Now, what is missing from all of those guidelines? This is what Tom asked me to think about. And these are the things that are not covered by any of the three. Using PSMA to quantify tumor burden—that's not in there. Using PSMA to determine progression of disease—that's not in there. And then assessing disease response as a response characteristic—that's not in there. And perhaps the reason for those is we don't have the evidence generated yet to support any of those guidelines.
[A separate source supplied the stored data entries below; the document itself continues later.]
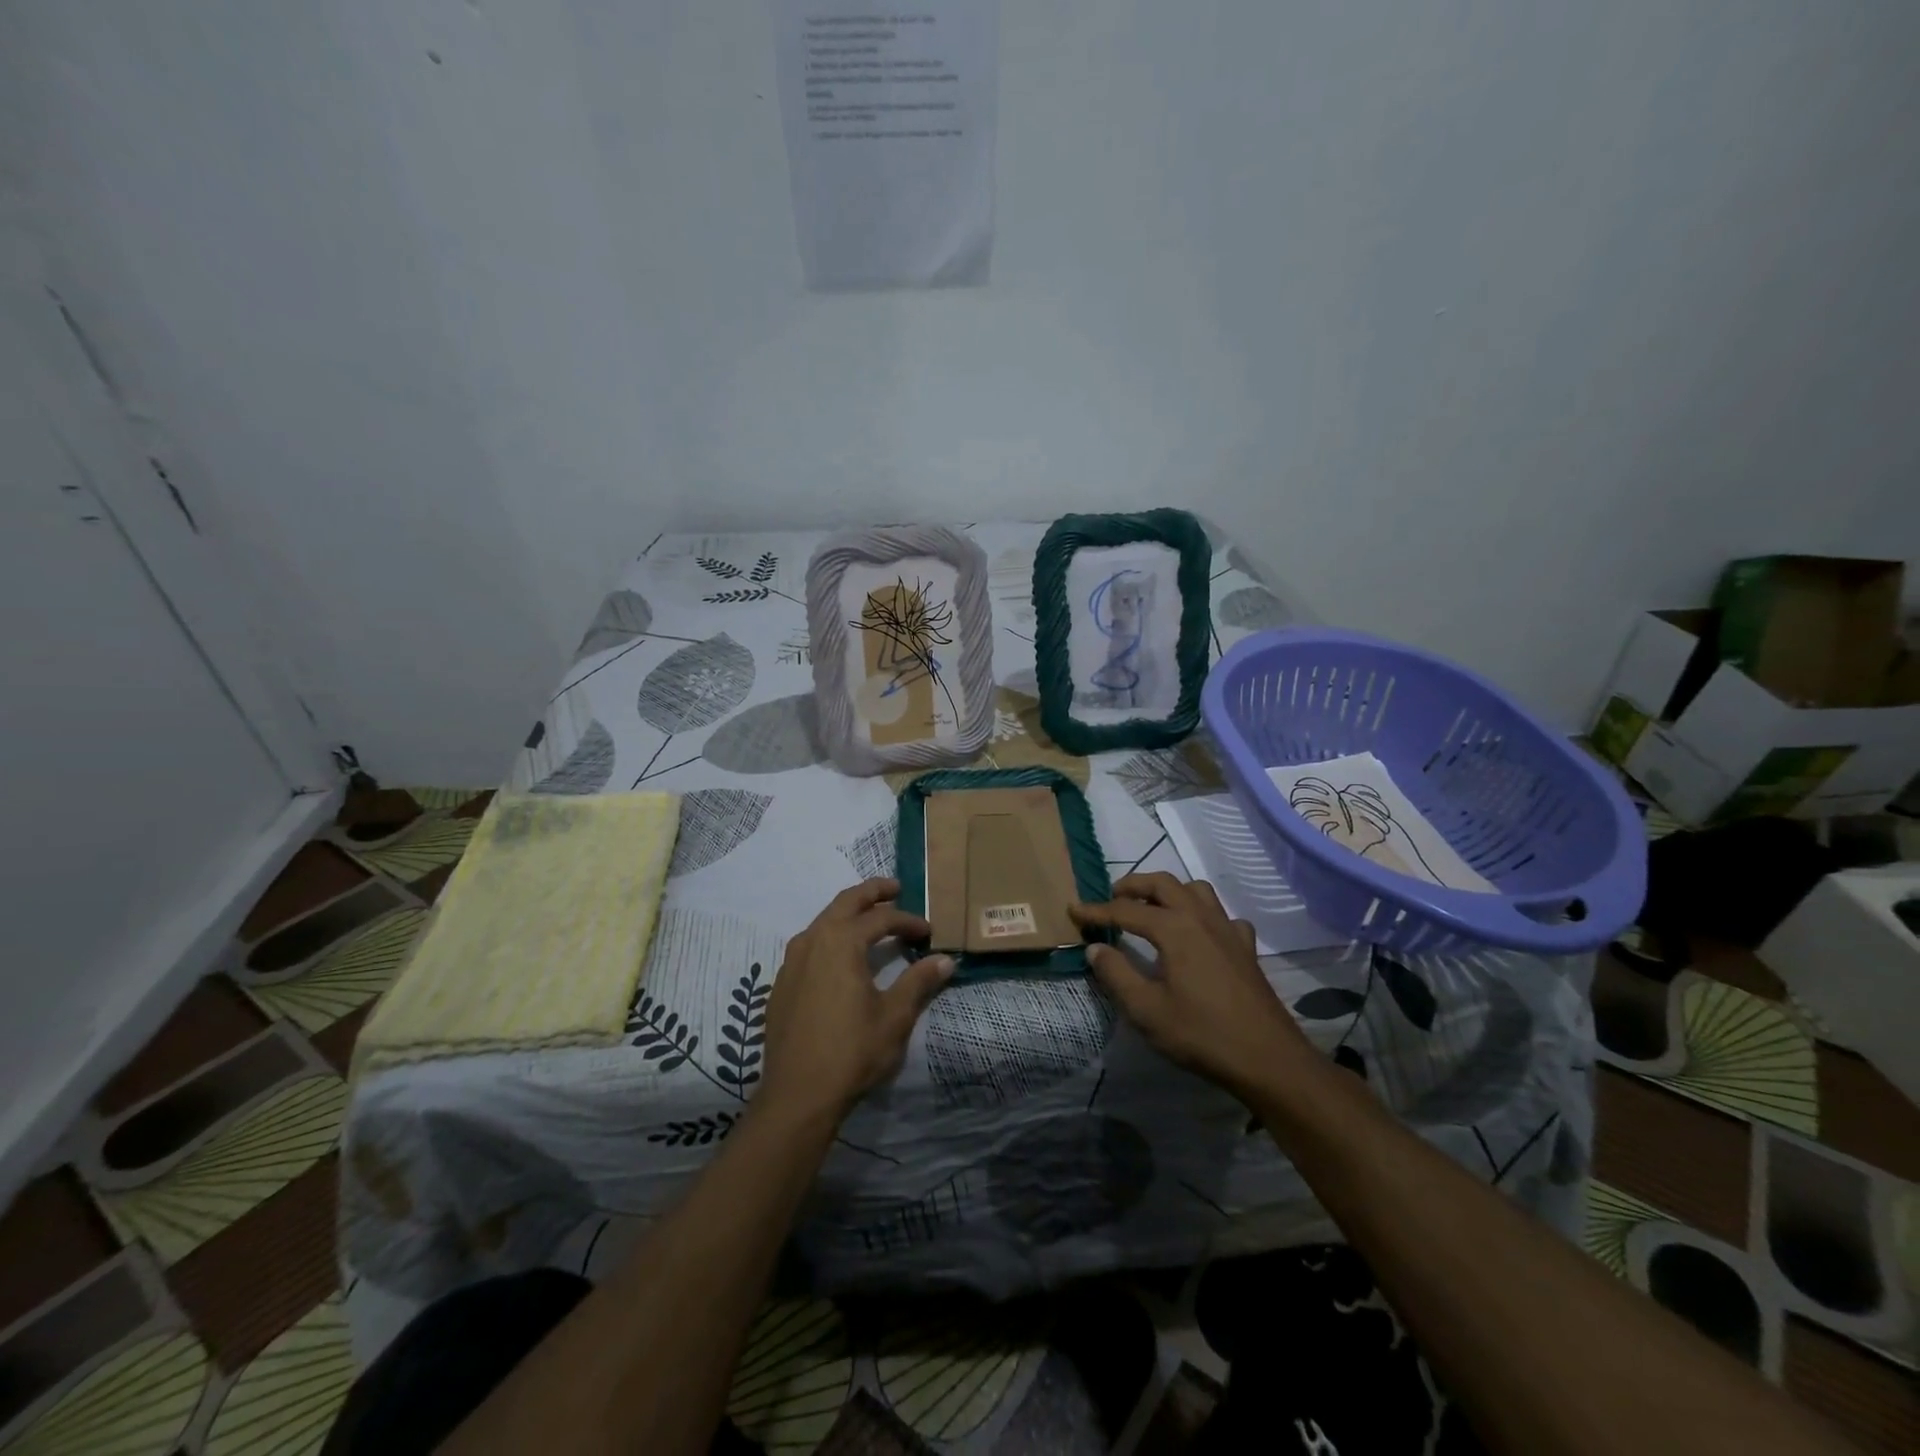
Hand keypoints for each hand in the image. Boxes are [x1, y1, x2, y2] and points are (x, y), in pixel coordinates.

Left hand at [760, 879, 954, 1121]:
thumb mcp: (894, 1016)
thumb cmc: (851, 1052)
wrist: (797, 1095)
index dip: (908, 921)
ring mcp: (792, 960)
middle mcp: (813, 940)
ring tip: (871, 918)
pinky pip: (810, 944)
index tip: (928, 932)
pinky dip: (831, 936)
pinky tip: (841, 956)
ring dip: (849, 913)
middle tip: (895, 888)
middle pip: (845, 902)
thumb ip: (919, 982)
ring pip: (823, 920)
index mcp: (841, 941)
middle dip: (872, 892)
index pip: (881, 918)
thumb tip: (945, 960)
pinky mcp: (782, 983)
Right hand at [1069, 873, 1311, 1099]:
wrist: (1268, 1059)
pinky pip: (1222, 915)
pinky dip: (1203, 914)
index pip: (1126, 910)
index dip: (1096, 910)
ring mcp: (1228, 929)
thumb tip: (1096, 947)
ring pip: (1195, 890)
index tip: (1073, 910)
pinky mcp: (1245, 948)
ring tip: (1152, 908)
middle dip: (1133, 885)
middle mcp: (1201, 918)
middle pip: (1163, 883)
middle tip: (1112, 898)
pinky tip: (1198, 936)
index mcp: (1174, 928)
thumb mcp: (1147, 1010)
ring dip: (1169, 891)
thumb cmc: (1202, 1034)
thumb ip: (1116, 974)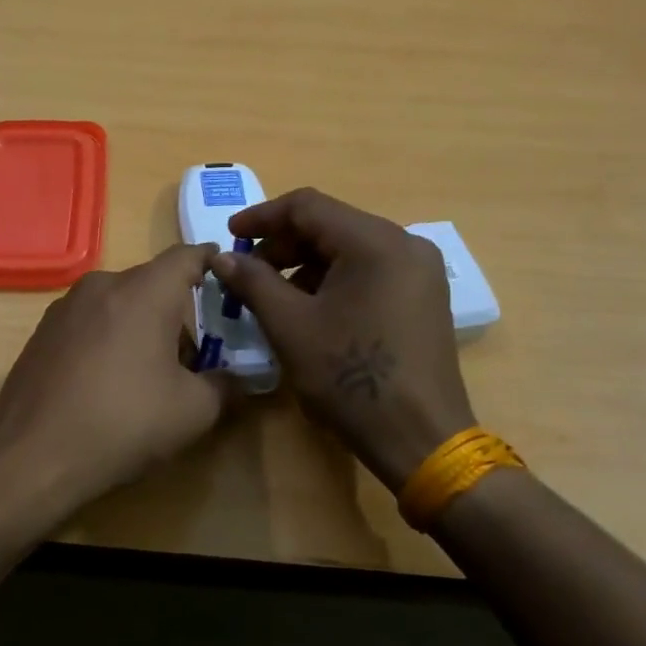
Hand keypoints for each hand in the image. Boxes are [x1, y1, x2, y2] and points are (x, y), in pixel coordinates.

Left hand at [0, 243, 240, 518]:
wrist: (32, 454)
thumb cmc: (123, 423)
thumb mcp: (193, 412)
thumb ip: (226, 386)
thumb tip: (239, 379)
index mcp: (144, 291)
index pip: (187, 256)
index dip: (211, 261)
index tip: (226, 274)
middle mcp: (103, 284)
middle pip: (152, 282)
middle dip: (176, 308)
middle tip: (194, 350)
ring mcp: (66, 305)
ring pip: (118, 301)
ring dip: (140, 323)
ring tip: (149, 370)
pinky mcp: (43, 330)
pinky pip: (90, 320)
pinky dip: (108, 336)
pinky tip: (106, 379)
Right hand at [212, 188, 474, 492]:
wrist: (421, 439)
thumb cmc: (350, 377)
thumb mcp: (290, 325)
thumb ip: (253, 281)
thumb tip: (222, 257)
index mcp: (375, 241)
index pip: (308, 206)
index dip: (262, 217)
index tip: (230, 237)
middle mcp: (405, 244)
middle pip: (331, 225)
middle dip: (283, 244)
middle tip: (248, 272)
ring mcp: (420, 271)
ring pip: (350, 248)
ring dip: (306, 264)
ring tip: (274, 295)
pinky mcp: (423, 297)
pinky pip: (370, 270)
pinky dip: (334, 280)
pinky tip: (311, 309)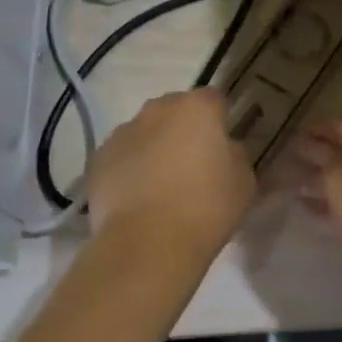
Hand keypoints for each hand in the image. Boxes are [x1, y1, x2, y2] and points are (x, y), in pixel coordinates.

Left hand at [86, 89, 254, 258]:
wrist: (147, 243)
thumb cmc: (206, 208)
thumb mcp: (244, 182)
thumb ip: (235, 155)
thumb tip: (224, 149)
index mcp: (196, 109)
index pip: (213, 99)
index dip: (220, 118)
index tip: (223, 142)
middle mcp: (157, 110)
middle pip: (174, 110)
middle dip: (183, 129)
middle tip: (192, 163)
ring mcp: (122, 132)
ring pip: (144, 131)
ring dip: (154, 147)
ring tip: (161, 185)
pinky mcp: (98, 159)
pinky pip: (121, 156)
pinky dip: (130, 168)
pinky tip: (137, 197)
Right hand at [283, 119, 341, 294]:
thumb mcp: (341, 179)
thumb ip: (317, 164)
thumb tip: (300, 152)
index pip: (340, 125)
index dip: (311, 129)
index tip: (279, 136)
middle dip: (311, 157)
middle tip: (274, 162)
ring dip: (317, 184)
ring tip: (281, 186)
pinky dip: (328, 208)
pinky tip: (304, 211)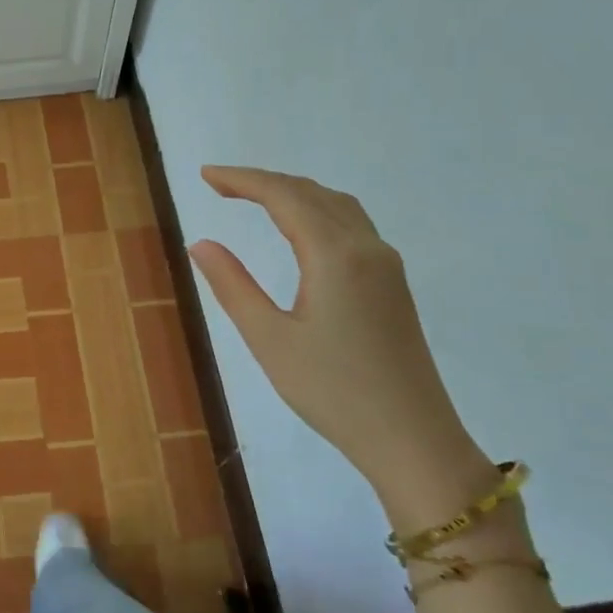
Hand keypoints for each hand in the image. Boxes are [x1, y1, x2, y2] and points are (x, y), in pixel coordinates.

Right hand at [189, 167, 495, 524]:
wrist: (411, 437)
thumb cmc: (332, 391)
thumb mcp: (269, 339)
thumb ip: (232, 285)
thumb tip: (201, 243)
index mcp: (335, 255)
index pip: (284, 196)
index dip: (242, 179)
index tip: (205, 175)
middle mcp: (366, 248)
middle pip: (312, 193)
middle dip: (264, 182)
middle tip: (219, 185)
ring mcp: (385, 265)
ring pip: (337, 206)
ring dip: (293, 193)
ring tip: (254, 198)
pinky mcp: (392, 284)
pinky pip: (352, 225)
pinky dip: (316, 211)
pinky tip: (300, 230)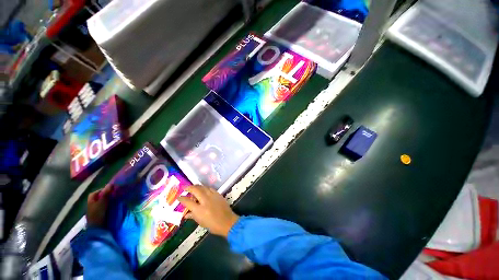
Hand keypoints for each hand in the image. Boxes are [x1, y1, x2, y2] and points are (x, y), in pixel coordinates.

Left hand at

But there's two groups that are working on these things from various angles. The first is the Prostate Cancer Working Group 4, and there's an emerging subgroup that Michael Morris is very involved in. And the goal of that group—and by the way, this is not published yet, so it's in progress—is how to use PSMA for clinical trial design framework and in the context of designing and approving drugs and also biomarkers.

The second is the SPARC, which I must admit I had not heard of until recently, and I don't believe they have a peer-reviewed publication yet. That, as was mentioned by one of the previous speakers, stands for the Standardized PSMA Analysis and Reporting Consensus. There's some overlapping experts in both groups, but the second one, the SPARC, is more focused on how PSMA should be used for reporting, standardizing the reporting, also using it for staging and response assessment as well, which I think is an unmet medical need.

So I think by this time next year, we should have a lot more information from Working Group 4 as well as SPARC about the unmet needs for PSMA imaging. Thanks very much.